With that obstacle out of the way we can decode the Q-Channel subcode as before:

[...]
Track 2.1 R=00:17:45 A=06:32:53
Track 2.1 R=00:17:46 A=06:32:54
Track 2.1 R=00:17:47 A=06:32:55
CRC error
Track 2.1 R=00:17:27 A=06:32:35
Track 2.1 R=00:17:28 A=06:32:36
Track 2.1 R=00:17:29 A=06:32:37
[...]
Track 2.1 R=00:17:45 A=06:32:53
Track 2.1 R=00:17:46 A=06:32:54
Track 2.1 R=00:17:47 A=06:32:55
CRC error
Track 2.1 R=00:17:27 A=06:32:35
Track 2.1 R=00:17:28 A=06:32:36
Track 2.1 R=00:17:29 A=06:32:37
[...]
Track 2.1 R=00:17:45 A=06:32:53
Track 2.1 R=00:17:46 A=06:32:54
Track 2.1 R=00:17:47 A=06:32:55
CRC error
Track 2.1 R=00:17:27 A=06:32:35
Track 2.1 R=00:17:28 A=06:32:36
Track 2.1 R=00:17:29 A=06:32:37

Based on time codes, we can see that the DVD player is indeed reading the same part of the disc multiple times. Suspicion confirmed!

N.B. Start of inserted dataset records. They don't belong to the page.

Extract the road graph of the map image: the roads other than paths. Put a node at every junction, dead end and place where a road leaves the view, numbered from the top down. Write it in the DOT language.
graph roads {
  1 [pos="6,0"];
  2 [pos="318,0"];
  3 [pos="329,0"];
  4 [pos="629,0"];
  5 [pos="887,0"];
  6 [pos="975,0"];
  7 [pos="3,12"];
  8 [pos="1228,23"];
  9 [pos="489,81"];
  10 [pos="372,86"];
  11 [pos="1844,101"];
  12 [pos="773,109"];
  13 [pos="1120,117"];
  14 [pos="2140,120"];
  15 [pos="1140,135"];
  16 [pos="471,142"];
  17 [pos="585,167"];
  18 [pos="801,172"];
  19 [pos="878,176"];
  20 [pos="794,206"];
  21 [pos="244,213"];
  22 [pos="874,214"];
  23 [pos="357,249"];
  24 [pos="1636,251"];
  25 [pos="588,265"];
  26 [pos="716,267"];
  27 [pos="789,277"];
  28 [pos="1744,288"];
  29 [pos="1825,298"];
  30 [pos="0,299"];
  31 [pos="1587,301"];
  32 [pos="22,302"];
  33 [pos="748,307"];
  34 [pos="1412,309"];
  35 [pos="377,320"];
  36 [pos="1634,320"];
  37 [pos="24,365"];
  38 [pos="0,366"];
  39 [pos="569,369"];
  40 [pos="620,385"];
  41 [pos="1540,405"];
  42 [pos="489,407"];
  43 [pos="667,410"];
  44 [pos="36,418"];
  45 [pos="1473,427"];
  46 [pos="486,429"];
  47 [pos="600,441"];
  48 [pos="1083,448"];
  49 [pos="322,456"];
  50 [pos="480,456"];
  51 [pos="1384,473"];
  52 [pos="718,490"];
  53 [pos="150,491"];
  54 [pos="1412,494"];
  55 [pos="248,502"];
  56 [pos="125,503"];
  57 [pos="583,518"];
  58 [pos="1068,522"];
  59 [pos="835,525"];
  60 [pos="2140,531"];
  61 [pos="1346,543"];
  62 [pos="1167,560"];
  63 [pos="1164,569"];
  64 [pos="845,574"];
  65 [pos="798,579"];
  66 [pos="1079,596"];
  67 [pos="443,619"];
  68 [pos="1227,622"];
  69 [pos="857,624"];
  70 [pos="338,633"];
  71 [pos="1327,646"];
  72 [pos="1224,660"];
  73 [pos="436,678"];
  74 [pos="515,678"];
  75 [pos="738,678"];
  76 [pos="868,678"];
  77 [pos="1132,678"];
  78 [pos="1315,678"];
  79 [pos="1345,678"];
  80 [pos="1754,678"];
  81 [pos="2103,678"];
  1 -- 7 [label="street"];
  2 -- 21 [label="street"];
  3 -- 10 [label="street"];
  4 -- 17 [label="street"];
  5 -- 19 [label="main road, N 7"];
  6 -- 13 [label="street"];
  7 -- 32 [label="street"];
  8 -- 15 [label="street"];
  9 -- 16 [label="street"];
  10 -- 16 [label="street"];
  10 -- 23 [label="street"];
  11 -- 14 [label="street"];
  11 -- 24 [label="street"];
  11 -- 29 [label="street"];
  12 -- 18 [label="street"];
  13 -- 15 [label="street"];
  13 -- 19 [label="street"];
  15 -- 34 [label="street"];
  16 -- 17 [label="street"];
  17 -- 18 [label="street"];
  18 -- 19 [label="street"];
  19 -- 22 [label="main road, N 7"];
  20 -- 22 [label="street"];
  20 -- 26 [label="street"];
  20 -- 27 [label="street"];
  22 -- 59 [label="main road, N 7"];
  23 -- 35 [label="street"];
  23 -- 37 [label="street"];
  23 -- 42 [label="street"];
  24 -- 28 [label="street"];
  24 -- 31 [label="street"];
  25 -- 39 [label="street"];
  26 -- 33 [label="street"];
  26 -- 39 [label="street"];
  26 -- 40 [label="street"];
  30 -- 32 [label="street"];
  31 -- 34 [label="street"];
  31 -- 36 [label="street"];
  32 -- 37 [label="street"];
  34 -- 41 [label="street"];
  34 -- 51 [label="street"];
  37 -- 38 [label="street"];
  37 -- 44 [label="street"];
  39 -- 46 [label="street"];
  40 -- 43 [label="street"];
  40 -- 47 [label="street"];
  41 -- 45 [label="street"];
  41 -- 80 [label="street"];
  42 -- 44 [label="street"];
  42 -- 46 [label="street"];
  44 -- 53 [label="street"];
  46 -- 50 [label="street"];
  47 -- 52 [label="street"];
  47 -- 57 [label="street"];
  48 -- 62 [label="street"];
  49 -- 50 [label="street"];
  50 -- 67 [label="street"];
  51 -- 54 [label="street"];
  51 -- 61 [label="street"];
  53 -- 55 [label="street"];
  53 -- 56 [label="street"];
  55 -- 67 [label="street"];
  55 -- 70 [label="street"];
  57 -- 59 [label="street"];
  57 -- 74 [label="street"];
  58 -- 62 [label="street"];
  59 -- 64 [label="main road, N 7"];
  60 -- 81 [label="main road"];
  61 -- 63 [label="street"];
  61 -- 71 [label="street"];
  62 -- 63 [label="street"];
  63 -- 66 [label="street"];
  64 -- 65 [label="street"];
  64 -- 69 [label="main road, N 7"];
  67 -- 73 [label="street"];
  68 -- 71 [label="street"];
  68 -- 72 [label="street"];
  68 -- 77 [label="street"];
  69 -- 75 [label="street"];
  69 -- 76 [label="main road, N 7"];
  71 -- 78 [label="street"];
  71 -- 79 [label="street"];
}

My best guess for why the DVD player isn't reading the disc at the nominal rate is that the signal conditioning and clock recovery circuitry in the SoC can't handle the nominal rate since it also has to process the significantly faster signal from a DVD.

Closing thoughts

Decoding compact disc digital audio from the pickup signal to PCM samples was a really interesting project and was surprisingly easy after getting the clock recovery right and fixing a couple of stupid bugs in the deinterleaver. It's also worth noting that this project only required a digital oscilloscope with half-decent memory depth, a CD player and some basic DSP and bit shuffling knowledge, so I'm wondering why I haven't found much evidence of people having done this before.

One thing that I didn't cover is implementing the Reed-Solomon decoder. That'll has to wait until I've developed a better understanding of Reed-Solomon forward error correction.

Footnotes

  1. While writing this article, a friend of mine pointed me to this post where someone did just that! 2

  2. In the process of implementing the clock recovery, I was scratching my head why I was seeing lots of jitter on the acquired signal. Turns out that Keysight InfiniiVision oscilloscopes by default randomize the the time between samples at low sample rates to prevent aliasing. Turning off the antialiasing option in the display menu indeed fixed the problem. Another thing worth mentioning is that one needs to press the single shot button to get maximum memory depth on this series of oscilloscopes. Just pressing stop only yields half the memory depth.

  3. Only later I discovered that the freely available ECMA-130 Standard for CD-ROM includes a textual representation of the EFM LUT.